Adelaide Travel Guide
Hedged in by a perimeter of eucalyptus-packed Park Lands, Adelaide salivates the palates of food travellers, festival-loving partygoers and free-spirited culture lovers alike.
Compact enough for easy, on-foot navigation, the city still has an air of enormous space. It’s flanked by the European-like Adelaide Hills to its east and world-renowned wineries to its north and south, and garlanded with a dune-draped coastline.
Its majestic boulevards, cobbled laneways and quaint parklets ooze charm and grace. It is refined with some of the country’s most handsome colonial architecture.

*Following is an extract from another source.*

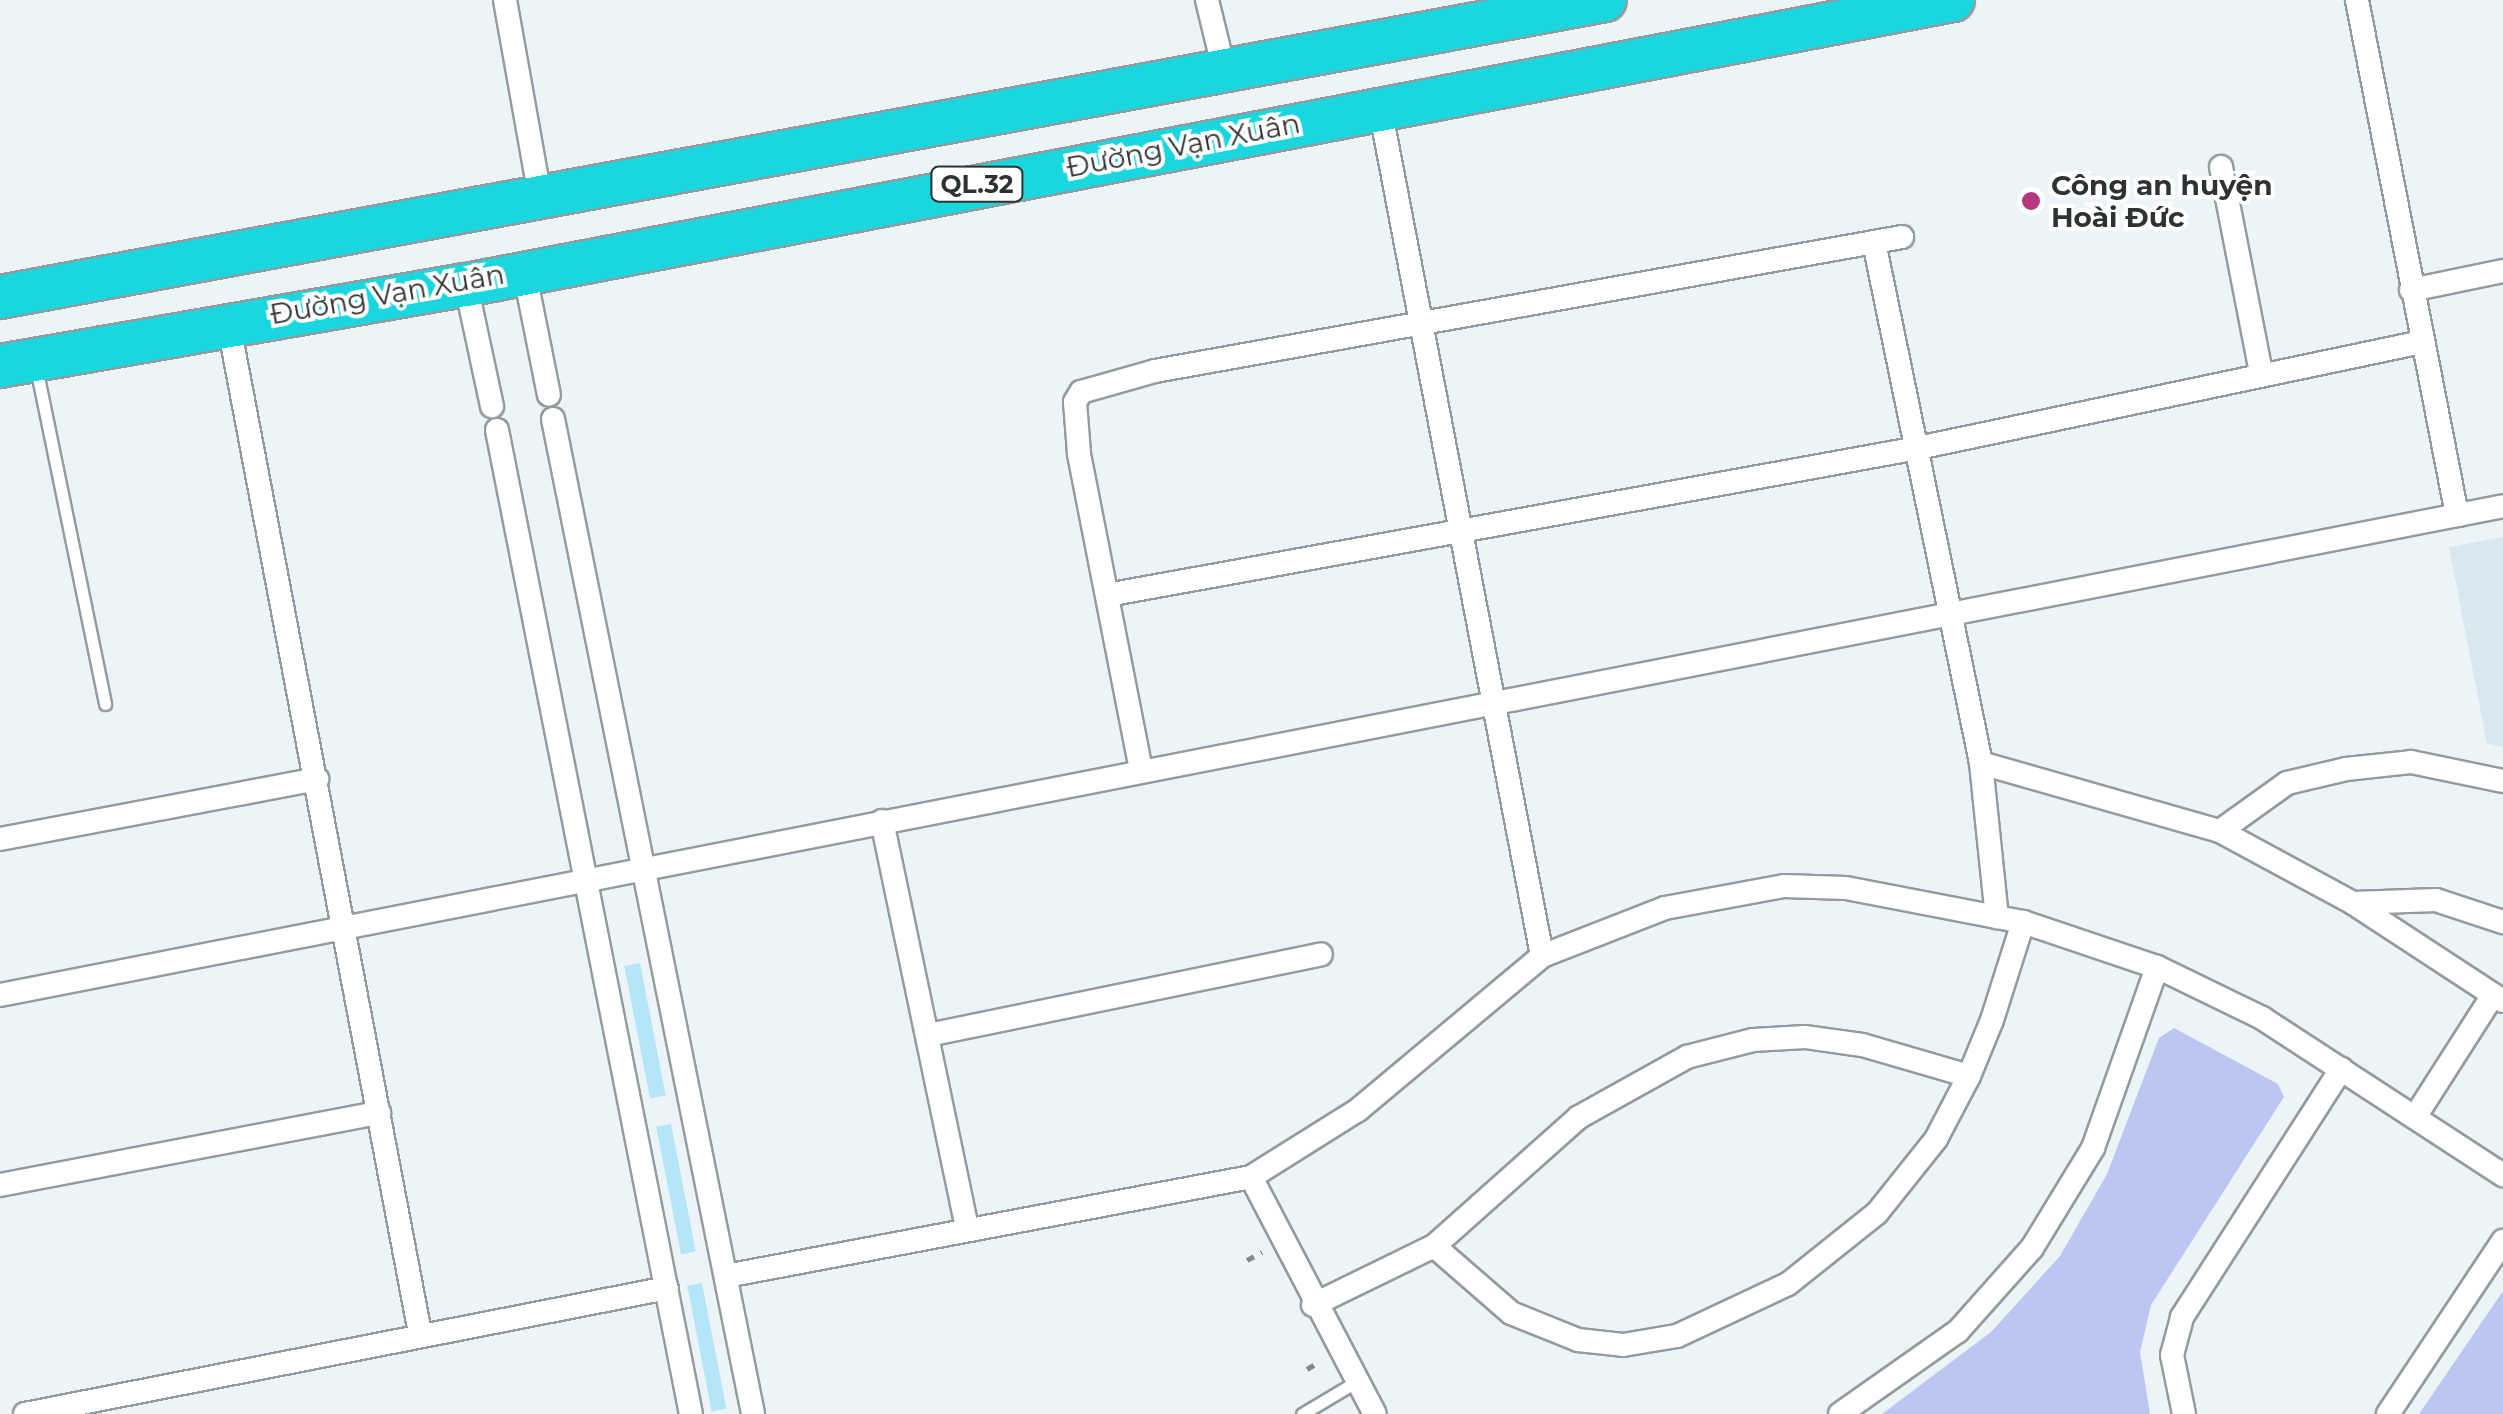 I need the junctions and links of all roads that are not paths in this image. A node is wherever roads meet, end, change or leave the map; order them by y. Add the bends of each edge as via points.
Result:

Being Australia’s food capital, Adelaide has perfected the art of oiling taste buds. Find local produce on the stalls of the city’s markets; savour it through the hands of expert chefs in the city’s hotels or the picturesque Adelaide Hills.
From cheese specialists to ChocoVino winery tours at German-settled Hahndorf, join the slow-food movement that the Adelaideans have passionately embraced. Take a ride out to the Barossa Valley, the Clare Valley and McLaren Vale to sip South Australia’s finest vintages.
Adelaide has a menagerie of museums, galleries and shops, showcasing local artworks and installations, precious Aboriginal relics, railway and shipping artefacts and early settler migration memorabilia.
Flash your wallet in Adelaide’s gleaming department stores, or find quirky boutiques selling one-off designs, hidden down hip alleyways.
Craving some salt on the skin? The vibrant seaside village of Glenelg is just a quick tram-ride away. Swim with wild dolphins in Gulf St Vincent, before satiating yourself at the seductive restaurants of Holdfast Shores’ glitzy strip.
Northwest of the city is North Haven, where you can expend some adrenaline kiteboarding. Or head southwest to Waitpinga and get your cool on by surfing the wild crests and challenging sets of this untamed beach.
Dubbed ‘the Festival City,’ Adelaide is awash with world music, theatre and dance. She keeps all who visit on their toes and in her palm.